Al termine degli anni novanta, quando ancora l’esperienza brutale della guerra jugoslava era drammatica presente, le immagini dei film di Emir Kusturica – soprattutto Arizona Dreams, Underground e Gatto Nero, Gatto Bianco – e di altri registi balcanici hanno consegnato al mondo occidentale uno scenario allo stesso tempo esotico e vicinissimo, nuovo, sconosciuto quanto da secoli intrecciato alle tradizioni popolari del Mediterraneo.
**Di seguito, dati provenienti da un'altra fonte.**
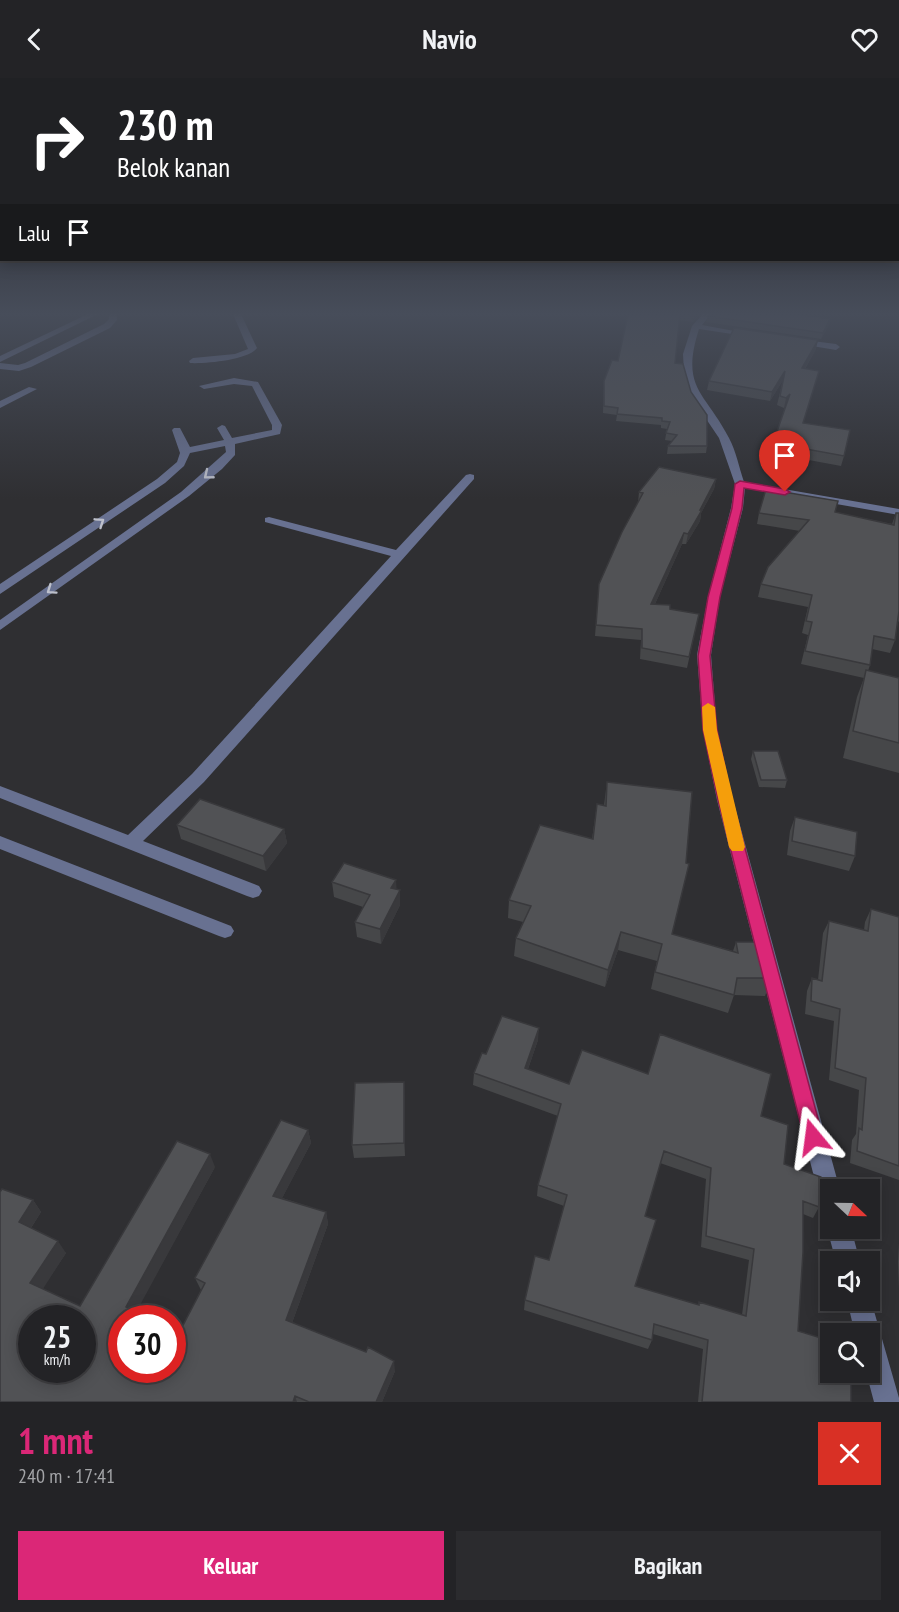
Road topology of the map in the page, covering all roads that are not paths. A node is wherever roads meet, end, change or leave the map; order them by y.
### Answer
1 (689, 376) edge
2 (204, 386) dead end
3 (32, 389) dead end
4 (0, 405) edge
5 (222, 428) dead end
6 (177, 430) dead end
7 (230, 443) junction
8 (186, 451) junction
9 (471, 477) dead end
10 (740, 484) junction
11 (899, 512) edge
12 (269, 520) dead end
13 (399, 554) junction
14 (0, 590) edge
15 (0, 626) edge
16 (0, 792) edge
17 (0, 842) edge
18 (129, 844) junction
19 (253, 891) dead end
20 (225, 931) dead end
21 (825, 1179) edge
22 (880, 1376) edge
23 (887, 1402) edge

1 - 10 street
2 - 7 street
3 - 4 street
5 - 7 street
6 - 8 street
7 - 8 street
7 -> 15 street
14 -> 8 street
9 - 13 street
10 - 11 street
10 - 21 street
12 - 13 street
13 - 18 street
16 - 18 street
17 - 20 street
18 - 19 street
22 - 23 street

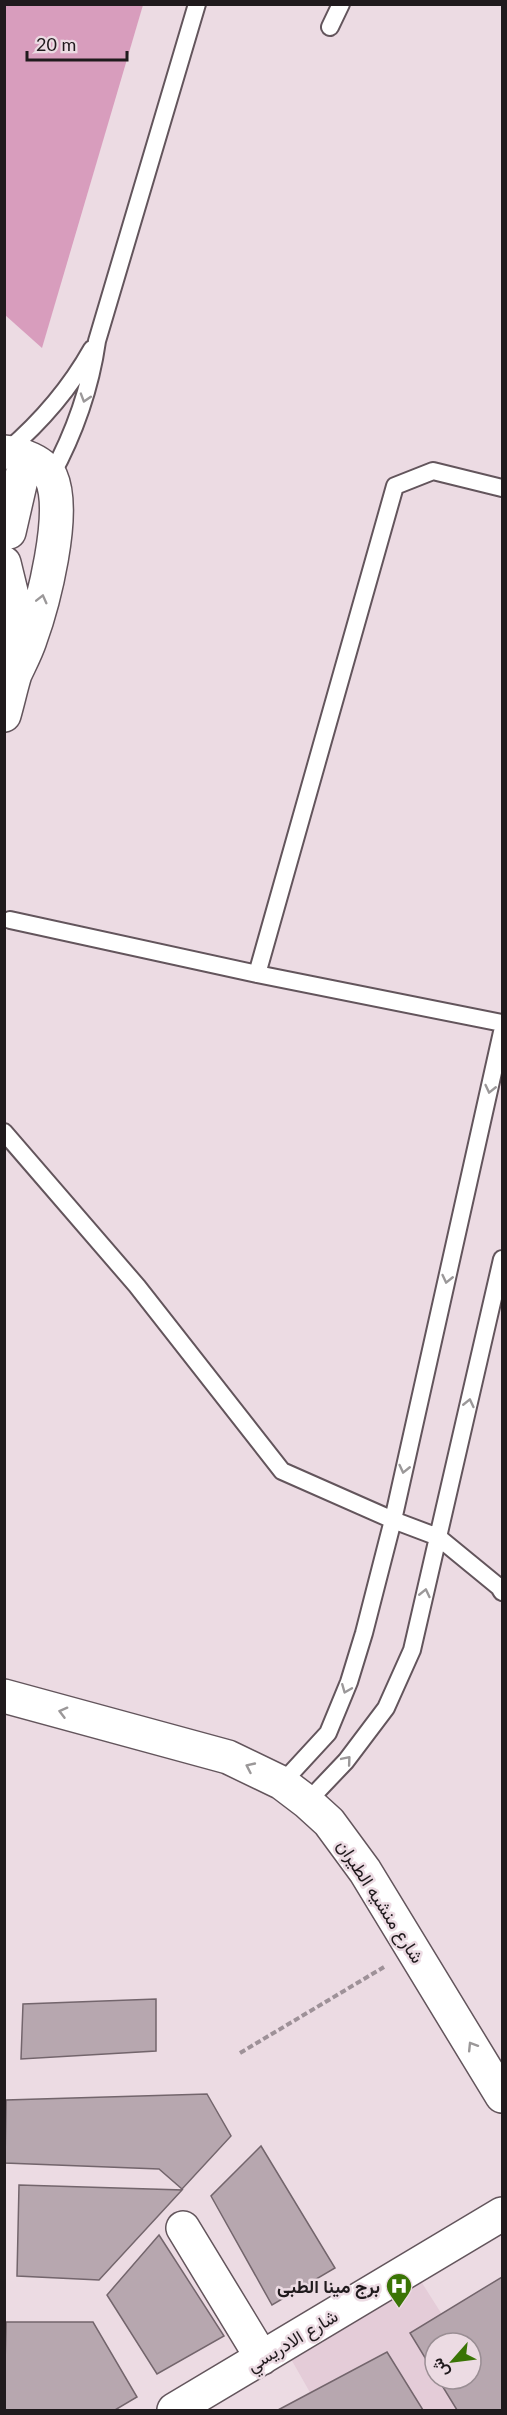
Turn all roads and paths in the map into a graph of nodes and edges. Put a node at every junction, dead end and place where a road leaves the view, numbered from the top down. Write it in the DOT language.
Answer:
graph roads {
  1 [pos="197,4"];
  2 [pos="341,4"];
  3 [pos="330,27"];
  4 [pos="97,341"];
  5 [pos="22,459"];
  6 [pos="502,488"];
  7 [pos="55,534"];
  8 [pos="6,543"];
  9 [pos="16,674"];
  10 [pos="4,715"];
  11 [pos="10,920"];
  12 [pos="257,974"];
  13 [pos="502,1023"];
  14 [pos="502,1032"];
  15 [pos="4,1132"];
  16 [pos="502,1259"];
  17 [pos="393,1520"];
  18 [pos="438,1537"];
  19 [pos="502,1592"];
  20 [pos="4,1696"];
  21 [pos="294,1793"];
  22 [pos="412,1950"];
  23 [pos="240,2053"];
  24 [pos="502,2096"];
  25 [pos="502,2214"];
  26 [pos="183,2228"];
  27 [pos="262,2358"];
  28 [pos="180,2409"];
  1 -- 4 [label="lane"];
  2 -- 3 [label="lane"];
  4 -- 5 [label="lane"];
  4 -- 5 [label="lane, one-way"];
  5 -- 7 [label="street"];
  5 -- 8 [label="street"];
  6 -- 12 [label="lane"];
  7 -- 8 [label="street"];
  9 -- 7 [label="street, one-way"];
  8 -- 9 [label="street"];
  9 -- 10 [label="street"];
  11 -- 12 [label="lane"];
  12 -- 13 [label="lane"];
  14 -- 17 [label="lane, one-way"];
  15 -- 17 [label="lane"];
  18 -- 16 [label="lane, one-way"];
  17 -- 18 [label="lane"];
  17 -- 21 [label="lane, one-way"];
  18 -- 19 [label="lane"];
  21 -- 18 [label="lane, one-way"];
  21 -- 20 [label="street, شارع منشيه الطيران, one-way"];
  21 -- 22 [label="street, شارع منشيه الطيران"];
  22 -- 23 [label="path"];
  24 -- 22 [label="street, شارع منشيه الطيران, one-way"];
  25 -- 27 [label="street, شارع الادريسي"];
  26 -- 27 [label="street"];
  27 -- 28 [label="street, شارع الادريسي"];
}
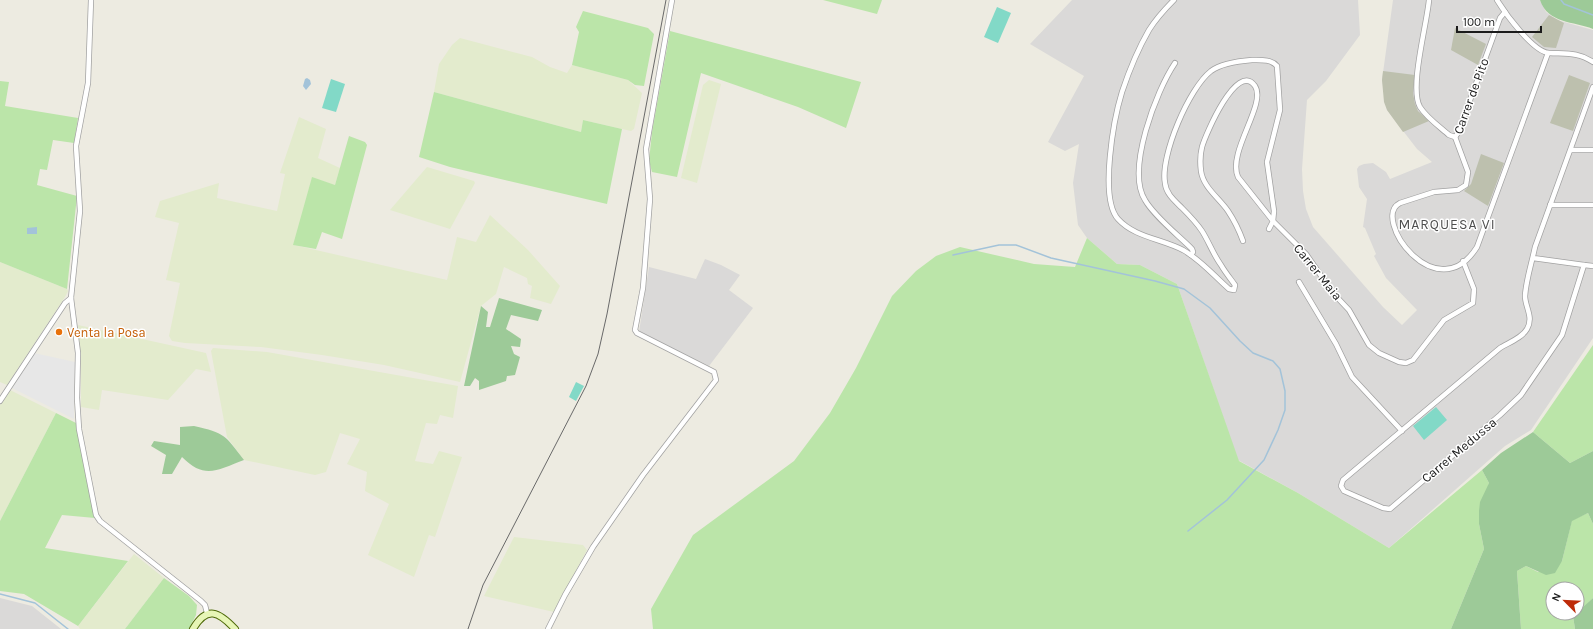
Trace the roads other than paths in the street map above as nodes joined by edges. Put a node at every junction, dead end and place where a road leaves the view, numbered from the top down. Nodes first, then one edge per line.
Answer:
1 (91, 0) edge
2 (672, 0) edge
3 (1174, 0) edge
4 (1429, 0) edge
5 (1497, 0) edge
6 (1504, 12) junction
7 (1548, 53) junction
8 (1593, 62) edge
9 (1175, 64) dead end
10 (1593, 87) edge
11 (1455, 137) junction
12 (1570, 150) junction
13 (1593, 150) edge
14 (1550, 205) junction
15 (1593, 206) edge
16 (1273, 221) junction
17 (1269, 229) dead end
18 (1243, 241) dead end
19 (1191, 255) junction
20 (1533, 258) junction
21 (1463, 261) junction
22 (1584, 265) junction
23 (1593, 266) edge
24 (1300, 282) dead end
25 (70, 298) junction
26 (0, 401) edge
27 (1402, 431) junction
28 (207, 613) junction
29 (193, 629) edge
30 (235, 629) edge
31 (548, 629) edge

1 - 25 street
2 - 31 street
3 - 19 street
4 - 11 street
5 - 6 street
6 - 7 street
6 - 11 street, Carrer de Pito
7 - 8 street
7 - 21 street
9 - 19 street
10 - 12 street, Carrer Medussa
11 - 21 street, Carrer de Pito
12 - 13 street
12 - 14 street, Carrer Medussa
14 - 15 street
14 - 20 street, Carrer Medussa
16 - 17 street
16 - 18 street
16 - 19 street
16 - 21 street, Carrer Maia
20 - 22 street
20 - 27 street, Carrer Medussa
22 - 23 street
22 - 27 street, Carrer Medussa
24 - 27 street
25 - 26 street
25 - 28 street
28 - 29 main road
28 - 30 main road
L’idea di “matrimonio musicale” tra culture ed espressioni popolari diventa una esemplificazione quasi scontata, unione dal quale generare il nuovo. E se la Wedding and Funeral Band di Goran Bregovic rivela nel nome la provenienza di parte del repertorio, se le scene dei film si ambientano spesso all’interno di matrimoni e relative feste, il motivo è da ricercare nell’approccio che molte bande musicali dell’area balcanica hanno. Sono formazioni composte principalmente da ottoni e i musicisti sono prevalentemente gitani: il punto di partenza è già quello, quindi, di una miscela onnicomprensiva di suoni e culture. Miscela che diventa ulteriormente ampia se consideriamo – con le parole di Toni Kitanovski, chitarrista jazz macedone – che «i musicisti gitani che suonano ai matrimoni hanno nel loro repertorio qualunque tipo di musica e passano da uno stile all’altro senza eccessivi sforzi, semplicemente ricreando le atmosfere di ciascun genere.»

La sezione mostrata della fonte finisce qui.